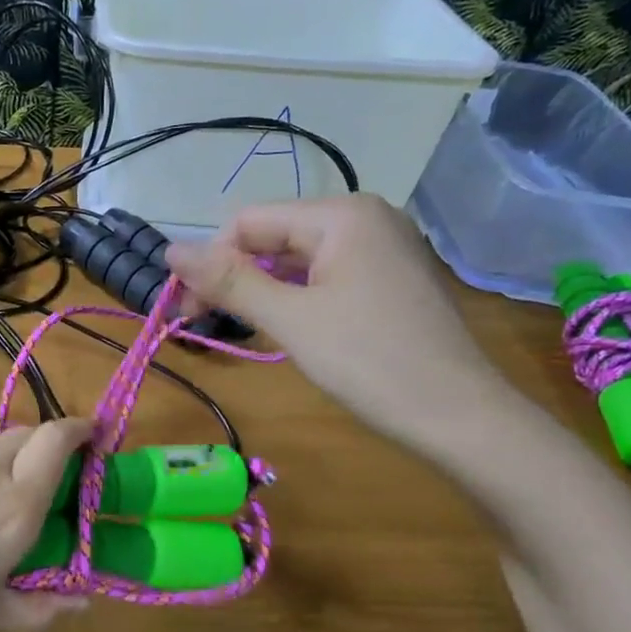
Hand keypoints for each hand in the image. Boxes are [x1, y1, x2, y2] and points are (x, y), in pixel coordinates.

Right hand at [166, 196, 520, 454]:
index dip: (210, 261)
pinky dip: (296, 296)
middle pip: (274, 236)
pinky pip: (326, 275)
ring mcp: (383, 247)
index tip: (186, 309)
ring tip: (241, 327)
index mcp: (342, 214)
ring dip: (262, 289)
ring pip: (298, 258)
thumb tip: (170, 251)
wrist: (460, 416)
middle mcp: (365, 218)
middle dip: (235, 275)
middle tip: (202, 322)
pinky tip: (284, 325)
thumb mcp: (291, 320)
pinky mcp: (390, 278)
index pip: (249, 221)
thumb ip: (229, 281)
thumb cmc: (370, 362)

=====

**REQUIREMENT:** Could the entries above be restated word for word, with the pictures left out?

**SOLVED PROBLEM:**
Hand keypoints for each hand in the image. Boxes are [x1, y1, x2, y2] and points are (x, y), in pixel coordinates.

Right hand at [166, 196, 520, 454]:
index dip: (210, 261)
pinky dip: (296, 296)
middle pip: (274, 236)
pinky pip: (326, 275)
ring mcp: (383, 247)
index tip: (186, 309)
ring tip: (241, 327)
index mcp: (342, 214)
ring dip: (262, 289)
ring pip: (298, 258)
thumb tip: (170, 251)
wrist: (460, 416)
middle mcp: (365, 218)
middle dip: (235, 275)
middle tip: (202, 322)
pinky tip: (284, 325)
thumb mcp: (291, 320)
pinky mcp: (390, 278)
index pip: (249, 221)
thumb ip: (229, 281)
thumb cmc: (370, 362)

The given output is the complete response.